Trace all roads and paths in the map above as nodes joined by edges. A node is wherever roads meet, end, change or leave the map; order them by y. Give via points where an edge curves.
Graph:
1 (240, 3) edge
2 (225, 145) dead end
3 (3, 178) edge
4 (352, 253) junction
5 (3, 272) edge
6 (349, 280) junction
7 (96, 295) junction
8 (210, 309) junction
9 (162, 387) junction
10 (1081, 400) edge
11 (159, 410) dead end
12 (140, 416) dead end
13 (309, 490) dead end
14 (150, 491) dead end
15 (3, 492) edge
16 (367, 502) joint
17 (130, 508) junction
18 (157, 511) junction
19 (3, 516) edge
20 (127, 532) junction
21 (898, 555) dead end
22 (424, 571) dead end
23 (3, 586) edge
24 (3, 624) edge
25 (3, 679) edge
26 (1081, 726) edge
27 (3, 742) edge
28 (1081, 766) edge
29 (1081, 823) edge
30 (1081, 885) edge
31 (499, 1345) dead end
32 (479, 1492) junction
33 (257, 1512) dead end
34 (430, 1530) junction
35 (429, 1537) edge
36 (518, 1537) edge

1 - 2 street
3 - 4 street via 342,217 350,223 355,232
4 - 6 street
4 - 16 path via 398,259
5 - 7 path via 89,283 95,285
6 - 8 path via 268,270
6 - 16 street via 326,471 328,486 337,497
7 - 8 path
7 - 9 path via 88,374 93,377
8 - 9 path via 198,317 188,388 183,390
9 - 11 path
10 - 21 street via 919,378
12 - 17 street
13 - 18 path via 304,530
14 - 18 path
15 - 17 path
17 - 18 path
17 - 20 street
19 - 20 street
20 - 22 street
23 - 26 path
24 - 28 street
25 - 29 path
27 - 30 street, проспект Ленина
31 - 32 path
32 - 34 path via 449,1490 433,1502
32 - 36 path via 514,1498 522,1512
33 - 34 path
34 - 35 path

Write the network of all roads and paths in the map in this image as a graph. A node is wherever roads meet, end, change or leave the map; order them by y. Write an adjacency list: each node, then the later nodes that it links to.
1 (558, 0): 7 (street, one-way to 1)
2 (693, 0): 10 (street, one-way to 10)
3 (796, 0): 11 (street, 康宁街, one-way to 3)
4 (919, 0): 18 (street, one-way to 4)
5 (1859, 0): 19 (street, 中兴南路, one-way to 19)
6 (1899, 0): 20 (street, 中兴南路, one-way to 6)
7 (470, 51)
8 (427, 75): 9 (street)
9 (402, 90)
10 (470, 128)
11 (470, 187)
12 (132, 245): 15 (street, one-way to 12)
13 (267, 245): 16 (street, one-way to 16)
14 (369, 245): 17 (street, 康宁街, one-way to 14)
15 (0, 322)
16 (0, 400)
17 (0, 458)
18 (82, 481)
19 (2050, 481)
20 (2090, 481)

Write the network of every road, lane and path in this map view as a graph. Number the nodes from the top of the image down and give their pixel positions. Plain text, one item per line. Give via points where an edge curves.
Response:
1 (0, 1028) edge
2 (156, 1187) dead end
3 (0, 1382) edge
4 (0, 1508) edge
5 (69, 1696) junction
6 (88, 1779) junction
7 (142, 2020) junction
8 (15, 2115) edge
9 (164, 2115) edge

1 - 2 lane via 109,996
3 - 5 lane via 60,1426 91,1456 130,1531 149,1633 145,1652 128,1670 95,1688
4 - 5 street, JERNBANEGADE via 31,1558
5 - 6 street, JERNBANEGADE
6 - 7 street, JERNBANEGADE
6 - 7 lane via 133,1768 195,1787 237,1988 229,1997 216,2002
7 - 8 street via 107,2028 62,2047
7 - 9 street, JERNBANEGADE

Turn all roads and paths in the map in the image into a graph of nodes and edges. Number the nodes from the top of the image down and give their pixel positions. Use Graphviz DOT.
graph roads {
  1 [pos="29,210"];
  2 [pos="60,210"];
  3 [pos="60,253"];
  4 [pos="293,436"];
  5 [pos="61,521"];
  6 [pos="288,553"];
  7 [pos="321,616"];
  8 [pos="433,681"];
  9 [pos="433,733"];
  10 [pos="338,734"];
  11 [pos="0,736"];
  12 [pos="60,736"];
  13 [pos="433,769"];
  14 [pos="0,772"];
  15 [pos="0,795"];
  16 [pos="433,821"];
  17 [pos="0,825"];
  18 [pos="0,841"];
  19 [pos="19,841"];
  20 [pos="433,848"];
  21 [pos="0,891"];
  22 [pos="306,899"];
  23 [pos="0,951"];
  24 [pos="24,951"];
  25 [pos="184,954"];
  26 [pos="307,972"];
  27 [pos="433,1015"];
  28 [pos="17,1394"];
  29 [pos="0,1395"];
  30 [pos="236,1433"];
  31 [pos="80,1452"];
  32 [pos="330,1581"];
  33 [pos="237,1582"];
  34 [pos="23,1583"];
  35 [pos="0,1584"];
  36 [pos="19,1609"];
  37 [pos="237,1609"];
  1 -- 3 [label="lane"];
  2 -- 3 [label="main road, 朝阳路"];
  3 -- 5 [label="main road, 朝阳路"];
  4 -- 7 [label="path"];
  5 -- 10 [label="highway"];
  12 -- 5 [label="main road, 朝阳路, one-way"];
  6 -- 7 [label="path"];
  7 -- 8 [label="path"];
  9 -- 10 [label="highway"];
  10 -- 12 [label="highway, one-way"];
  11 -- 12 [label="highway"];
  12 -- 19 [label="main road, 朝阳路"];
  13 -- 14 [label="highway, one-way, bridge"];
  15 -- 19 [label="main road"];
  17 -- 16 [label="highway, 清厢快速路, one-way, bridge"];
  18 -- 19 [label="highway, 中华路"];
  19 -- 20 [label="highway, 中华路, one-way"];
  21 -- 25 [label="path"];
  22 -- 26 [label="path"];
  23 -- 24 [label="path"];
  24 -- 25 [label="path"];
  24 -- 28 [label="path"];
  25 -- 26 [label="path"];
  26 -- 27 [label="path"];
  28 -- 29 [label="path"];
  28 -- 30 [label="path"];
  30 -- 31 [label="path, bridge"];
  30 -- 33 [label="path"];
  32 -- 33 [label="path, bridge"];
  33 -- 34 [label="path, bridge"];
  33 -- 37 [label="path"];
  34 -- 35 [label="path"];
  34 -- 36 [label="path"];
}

────────────────────────────────────────

◆ **Exercise instructions**
Look through the listing and return each line containing the word "them".

◆ **Answer for the task**
Trace all roads and paths in the map above as nodes joined by edges. A node is wherever roads meet, end, change or leave the map; order them by y. Give via points where an edge curves.
Write the network of all roads and paths in the map in this image as a graph. A node is wherever roads meet, end, change or leave the map; order them by y. Write an adjacency list: each node, then the later nodes that it links to.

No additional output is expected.